WHAT IS REQUIRED: Pull every line containing "hand" from the listing below.
====== INPUT MATERIAL
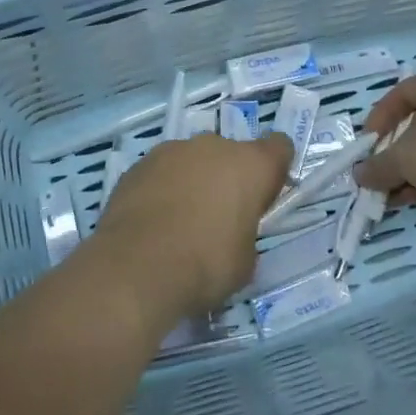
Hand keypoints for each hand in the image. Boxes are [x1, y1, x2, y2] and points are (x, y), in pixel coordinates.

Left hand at [93, 133, 291, 329]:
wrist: (136, 268)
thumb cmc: (205, 265)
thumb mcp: (245, 261)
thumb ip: (246, 234)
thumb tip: (233, 234)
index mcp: (251, 164)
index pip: (279, 147)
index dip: (274, 170)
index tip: (264, 197)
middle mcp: (213, 146)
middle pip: (231, 153)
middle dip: (229, 178)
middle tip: (219, 217)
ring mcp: (171, 150)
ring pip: (193, 160)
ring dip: (193, 180)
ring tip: (180, 221)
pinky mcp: (138, 165)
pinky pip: (161, 172)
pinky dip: (162, 189)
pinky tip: (153, 222)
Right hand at [357, 72, 415, 234]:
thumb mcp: (404, 158)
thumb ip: (378, 165)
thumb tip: (359, 174)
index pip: (403, 92)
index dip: (380, 116)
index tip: (368, 142)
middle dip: (394, 151)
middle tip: (379, 170)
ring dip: (411, 170)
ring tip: (390, 193)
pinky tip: (412, 200)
============
TASK OUTPUT:
Hand keypoints for each hand in the image. Boxes are [x1, y1, x2, y2] and points are (x, y), in pixel coordinates.
Left hand at [93, 133, 291, 329]:
Right hand at [357, 72, 415, 234]:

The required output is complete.